Even if better evidence is forthcoming, as Schnell believes it is, and commercial payor coverage subsequently improves, tissue-based NGS panels won't be all payors have to worry about. Oncologists are adding more tests to their precision oncology toolboxes and the field is already shifting its attention to NGS liquid biopsy testing in the wake of Guardant Health and Foundation garnering FDA approval for their tests last year.

A recent survey of payors' attitudes about liquid biopsy test coverage identified some of the same concerns that have riddled the tissue NGS space. "Private payors vary greatly in how they develop and structure their coverage policies," the paper's authors wrote, adding that "such variation … may make it difficult for patients and providers to understand relevant policies."

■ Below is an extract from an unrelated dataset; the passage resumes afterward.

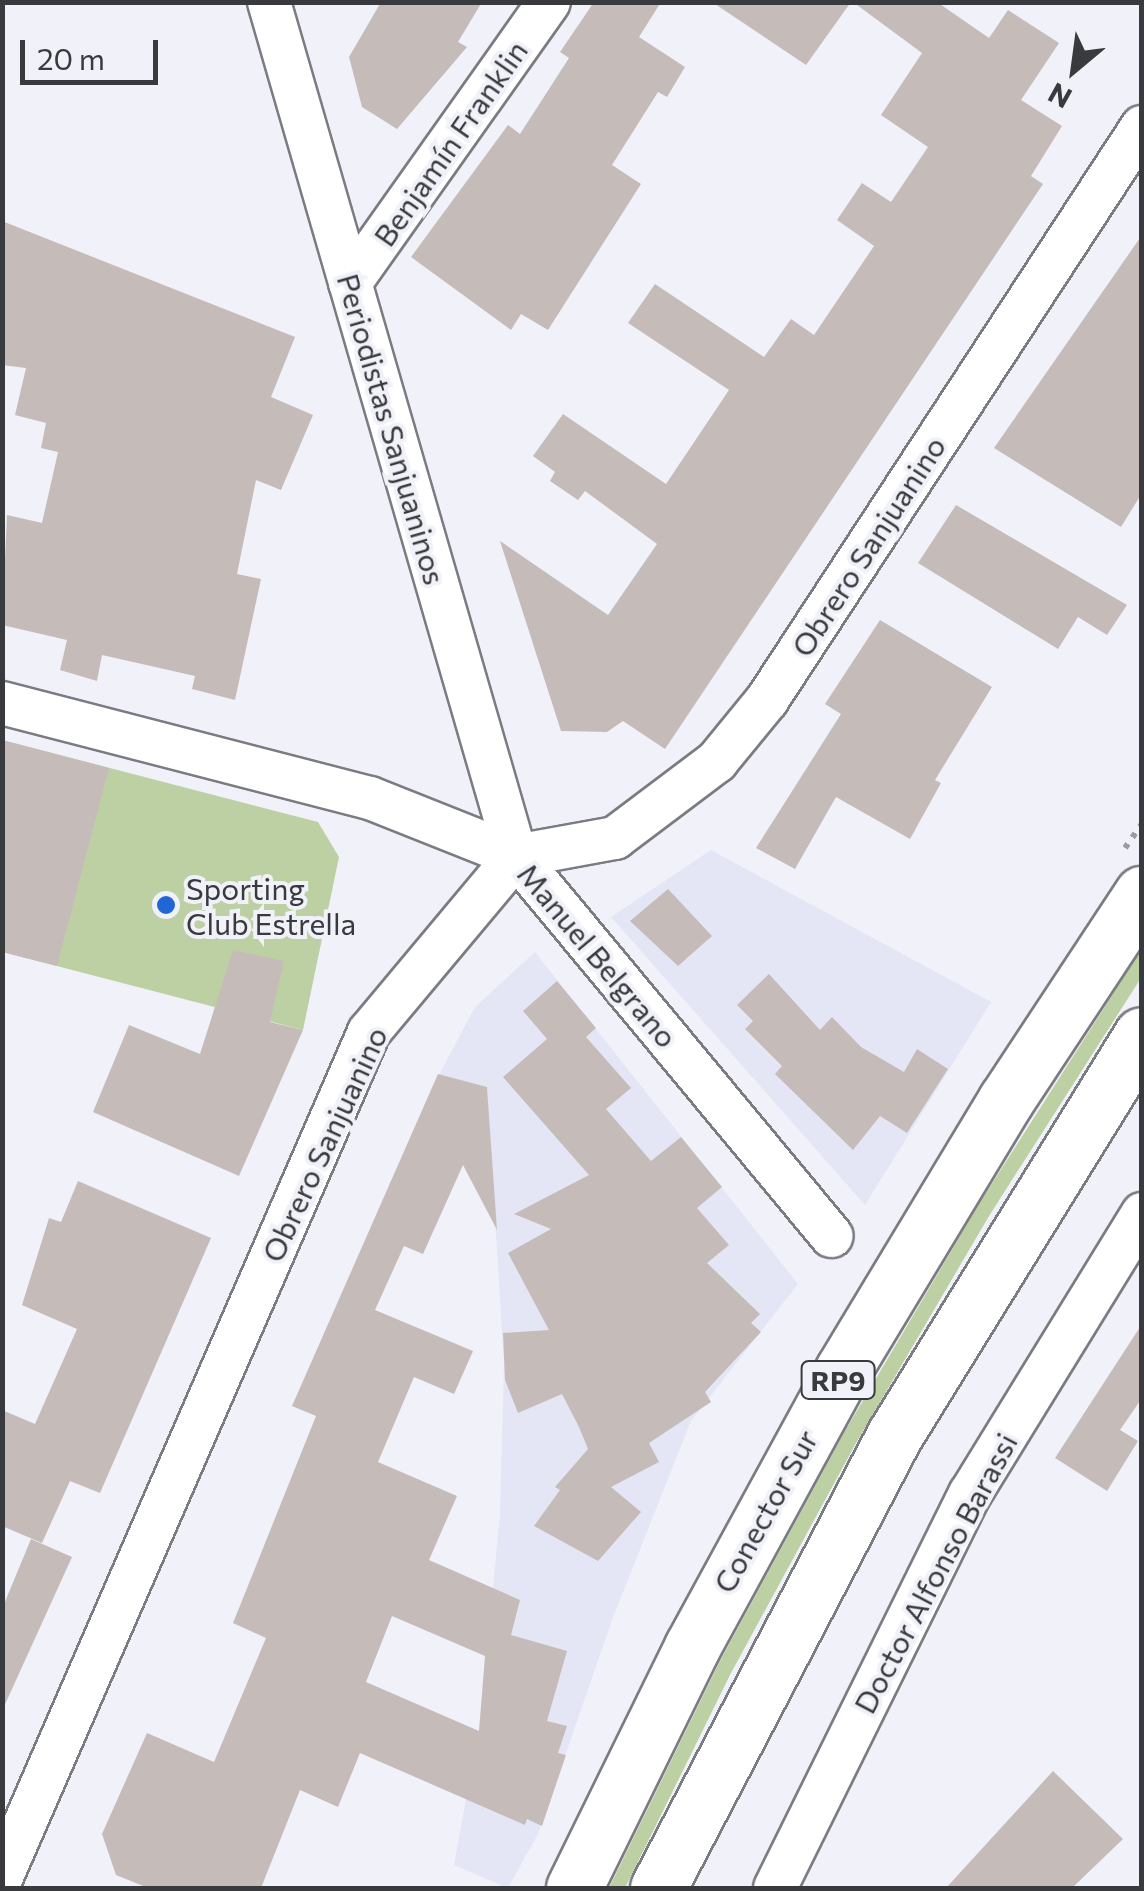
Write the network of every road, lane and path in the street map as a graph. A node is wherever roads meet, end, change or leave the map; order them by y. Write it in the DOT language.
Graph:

UCSF's Trosman wondered whether the path to widespread coverage for liquid biopsy tests might be more streamlined now that payors, providers, and labs have all learned from tissue NGS panels. "All technologies have their own life cycles, and so too will NGS tumor sequencing," Trosman said. "The question is, are we going to at least have widespread coverage by the time new technologies start emerging and we need to start considering those? Are the new technology and payor coverage cycles at all in sync, or are we going to get more and more out of sync?"